Corporate Japan Answers to Nobody
MAY 14, 2015 6:00 PM EDT
It’s been a dreadful week for Japanese corporations. Toshiba is facing questions about its accounting practices, Sharp is asking lenders for another bailout and Takata can’t escape bad news about its airbags.
Each of these problems is bad enough on its own. Together, they raise serious questions about the state of Japan’s corporate governance. And at a time when the Nikkei stock exchange has been rising (it’s up 36 percent over the past year), those questions are in urgent need of answers. If Japan’s leading companies are managed as poorly as this past week’s events suggest, there’s little reason to believe the country’s stock market surge is sustainable.
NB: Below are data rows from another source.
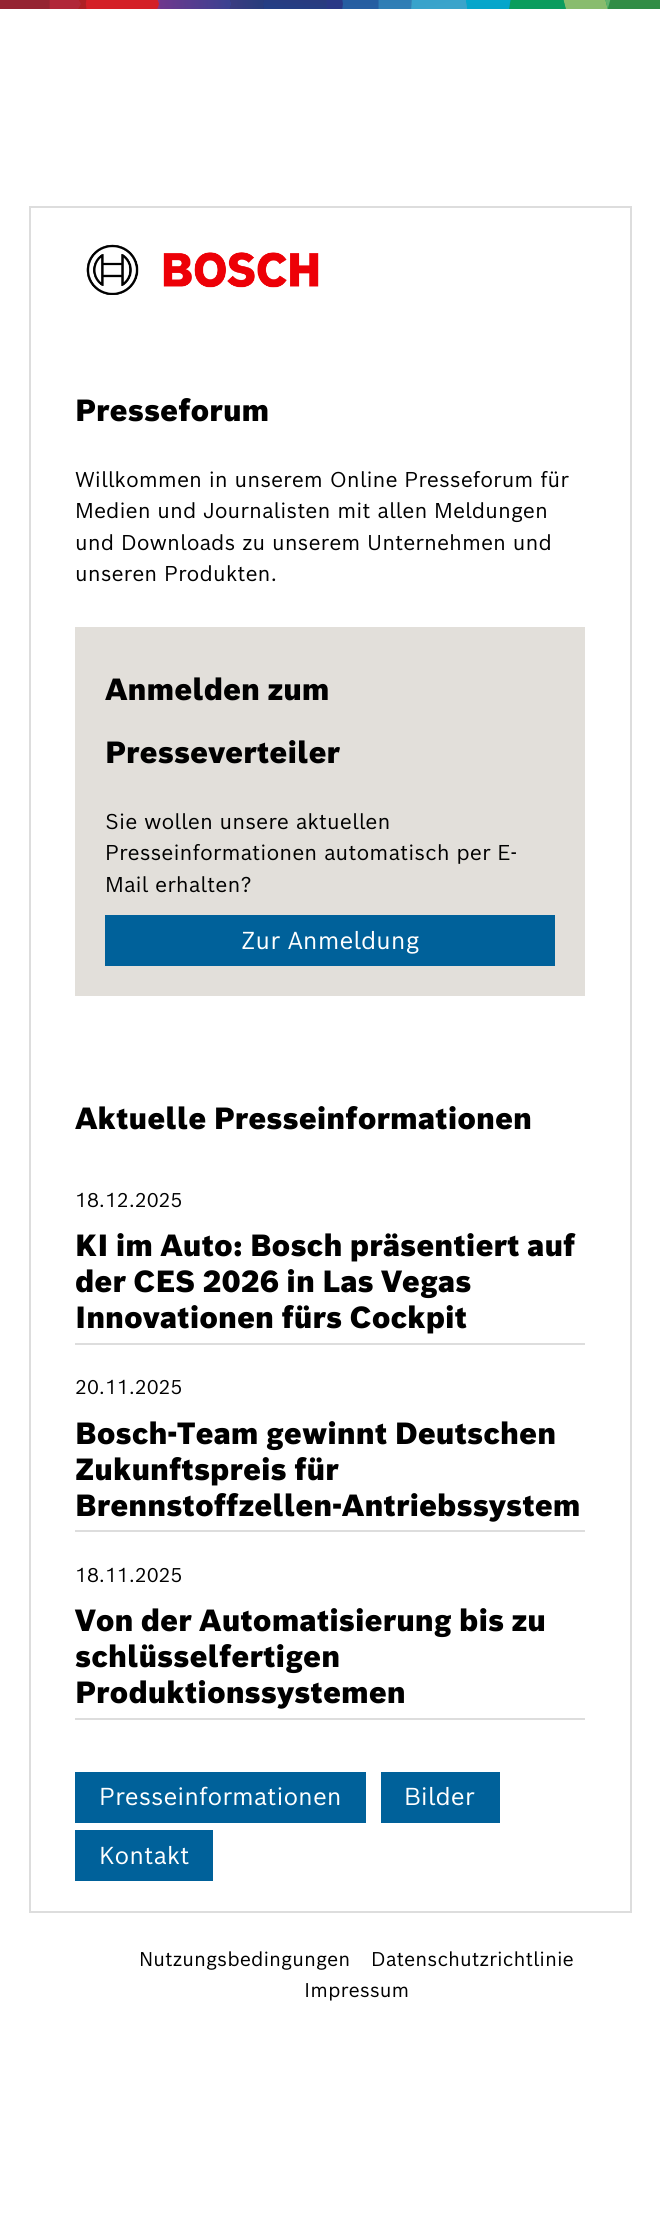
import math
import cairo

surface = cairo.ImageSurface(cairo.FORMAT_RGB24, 660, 2218)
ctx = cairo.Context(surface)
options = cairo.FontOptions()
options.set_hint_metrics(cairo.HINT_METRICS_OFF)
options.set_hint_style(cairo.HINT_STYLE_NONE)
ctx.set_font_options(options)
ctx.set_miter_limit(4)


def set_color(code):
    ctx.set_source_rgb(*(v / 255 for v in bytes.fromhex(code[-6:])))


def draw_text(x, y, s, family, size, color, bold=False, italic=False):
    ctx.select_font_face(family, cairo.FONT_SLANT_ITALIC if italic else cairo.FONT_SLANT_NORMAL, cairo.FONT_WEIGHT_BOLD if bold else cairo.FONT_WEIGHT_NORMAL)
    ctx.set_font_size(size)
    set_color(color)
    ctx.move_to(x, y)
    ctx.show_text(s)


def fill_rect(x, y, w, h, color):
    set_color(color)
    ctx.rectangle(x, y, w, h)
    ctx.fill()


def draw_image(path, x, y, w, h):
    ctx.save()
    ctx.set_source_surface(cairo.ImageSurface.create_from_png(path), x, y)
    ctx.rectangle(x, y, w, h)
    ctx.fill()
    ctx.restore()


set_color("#ffffff")
ctx.paint()
draw_image("assets/img1.png", 0, 0, 660, 9)
ctx.rectangle(30, 207, 601, 1705)
set_color("#dddddd")
ctx.stroke()
draw_image("assets/img2.png", 86, 244, 233, 51)
draw_text(75, 421, "Presseforum", "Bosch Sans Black", 30, "#000000")
draw_text(75, 487, "Willkommen in unserem Online Presseforum für", "Bosch Sans", 21, "#000000")
draw_text(75, 518, "Medien und Journalisten mit allen Meldungen", "Bosch Sans", 21, "#000000")
draw_text(75, 550, "und Downloads zu unserem Unternehmen und", "Bosch Sans", 21, "#000000")
draw_text(75, 581, "unseren Produkten.", "Bosch Sans", 21, "#000000")
fill_rect(75, 627, 510, 369, "#e2dfda")
draw_text(105, 700, "Anmelden zum", "Bosch Sans Black", 30, "#000000")
draw_text(105, 763, "Presseverteiler", "Bosch Sans Black", 30, "#000000")
draw_text(105, 829, "Sie wollen unsere aktuellen", "Bosch Sans", 21, "#000000")
draw_text(105, 860, "Presseinformationen automatisch per E-", "Bosch Sans", 21, "#000000")
draw_text(105, 892, "Mail erhalten?", "Bosch Sans", 21, "#000000")
fill_rect(105, 915, 450, 51, "#00619a")
draw_text(241, 949, "Zur Anmeldung", "Bosch Sans", 24, "#ffffff")
draw_text(75, 1129, "Aktuelle Presseinformationen", "Bosch Sans Black", 30, "#000000")
draw_text(75, 1207, "18.12.2025", "Bosch Sans", 19.5, "#000000")
fill_rect(75, 1343, 510, 2, "#dddddd")
draw_text(75, 1256, "KI im Auto: Bosch präsentiert auf", "Bosch Sans Black", 30, "#000000")
draw_text(75, 1292, "der CES 2026 in Las Vegas", "Bosch Sans Black", 30, "#000000")
draw_text(75, 1328, "Innovationen fürs Cockpit", "Bosch Sans Black", 30, "#000000")
draw_text(75, 1394, "20.11.2025", "Bosch Sans", 19.5, "#000000")
fill_rect(75, 1530, 510, 2, "#dddddd")
draw_text(75, 1444, "Bosch-Team gewinnt Deutschen", "Bosch Sans Black", 30, "#000000")
draw_text(75, 1480, "Zukunftspreis für", "Bosch Sans Black", 30, "#000000")
draw_text(75, 1516, "Brennstoffzellen-Antriebssystem", "Bosch Sans Black", 30, "#000000")
draw_text(75, 1582, "18.11.2025", "Bosch Sans", 19.5, "#000000")
fill_rect(75, 1718, 510, 2, "#dddddd")
draw_text(75, 1631, "Von der Automatisierung bis zu", "Bosch Sans Black", 30, "#000000")
draw_text(75, 1667, "schlüsselfertigen", "Bosch Sans Black", 30, "#000000")
draw_text(75, 1703, "Produktionssystemen", "Bosch Sans Black", 30, "#000000")
fill_rect(75, 1772, 291, 51, "#00619a")
draw_text(99, 1805, "Presseinformationen", "Bosch Sans", 24, "#ffffff")
fill_rect(381, 1772, 119, 51, "#00619a")
draw_text(404, 1805, "Bilder", "Bosch Sans", 24, "#ffffff")
fill_rect(75, 1830, 138, 51, "#00619a")
draw_text(99, 1864, "Kontakt", "Bosch Sans", 24, "#ffffff")
draw_text(139, 1966, "Nutzungsbedingungen", "Bosch Sans", 19.5, "#000000")
draw_text(371, 1966, "Datenschutzrichtlinie", "Bosch Sans", 19.5, "#000000")
draw_text(304, 1997, "Impressum", "Bosch Sans", 19.5, "#000000")
surface.write_to_png("output.png")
Prime Minister Shinzo Abe has certainly tried to improve Japan’s corporate governance. Last year, Tokyo introduced a stewardship code encouraging investors to pressure underperforming CEOs, and launched an index of 400 domestic companies that regulators believe use their cash stockpiles well. Next month it will release a national code of conduct for executives: Companies will be asked to include at least two outside directors on their boards or explain why they shouldn’t have to. Abe is also asking companies to invite more women into the executive suite. Diversity in the boardroom, the government hopes, will enhance oversight.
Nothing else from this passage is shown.